** Input material follows **

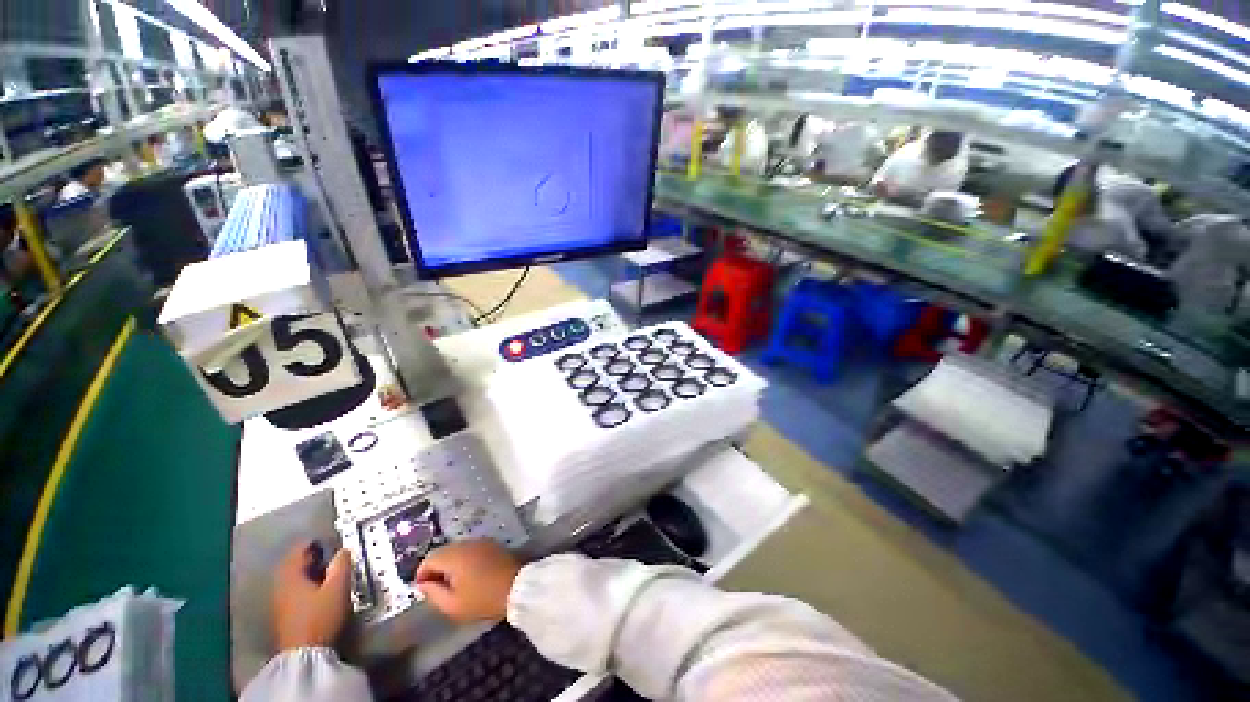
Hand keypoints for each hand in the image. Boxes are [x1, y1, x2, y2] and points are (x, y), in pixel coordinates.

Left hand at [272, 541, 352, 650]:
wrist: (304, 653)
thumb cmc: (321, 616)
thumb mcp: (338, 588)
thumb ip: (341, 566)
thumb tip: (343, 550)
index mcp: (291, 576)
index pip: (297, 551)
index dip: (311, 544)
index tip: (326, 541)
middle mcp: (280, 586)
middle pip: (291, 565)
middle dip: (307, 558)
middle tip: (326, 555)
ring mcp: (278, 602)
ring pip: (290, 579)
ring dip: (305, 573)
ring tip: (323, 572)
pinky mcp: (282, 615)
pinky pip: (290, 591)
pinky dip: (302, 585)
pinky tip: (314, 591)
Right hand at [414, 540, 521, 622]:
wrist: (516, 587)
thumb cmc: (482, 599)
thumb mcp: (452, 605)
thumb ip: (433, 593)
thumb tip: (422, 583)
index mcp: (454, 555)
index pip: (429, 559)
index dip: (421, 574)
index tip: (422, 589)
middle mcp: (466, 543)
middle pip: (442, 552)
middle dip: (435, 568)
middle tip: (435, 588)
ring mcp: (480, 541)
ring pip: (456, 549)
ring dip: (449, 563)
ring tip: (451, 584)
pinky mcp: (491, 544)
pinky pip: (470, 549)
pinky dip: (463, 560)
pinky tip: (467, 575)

** End of Input material **

Everything from the line holding "thumb ip: (433, 593)" through the final line of the material must be given again exactly, and nothing outside that stretch.

thumb ip: (433, 593)
thumb tip: (422, 583)
index mcp: (454, 555)
index pip: (429, 559)
index dip: (421, 574)
index tip: (422, 589)
middle mcp: (466, 543)
middle pip: (442, 552)
middle dip: (435, 568)
middle tip: (435, 588)
ring mcp: (480, 541)
ring pip: (456, 549)
ring dip: (449, 563)
ring tip: (451, 584)
pinky mcp: (491, 544)
pinky pip: (470, 549)
pinky dip: (463, 560)
pinky tip: (467, 575)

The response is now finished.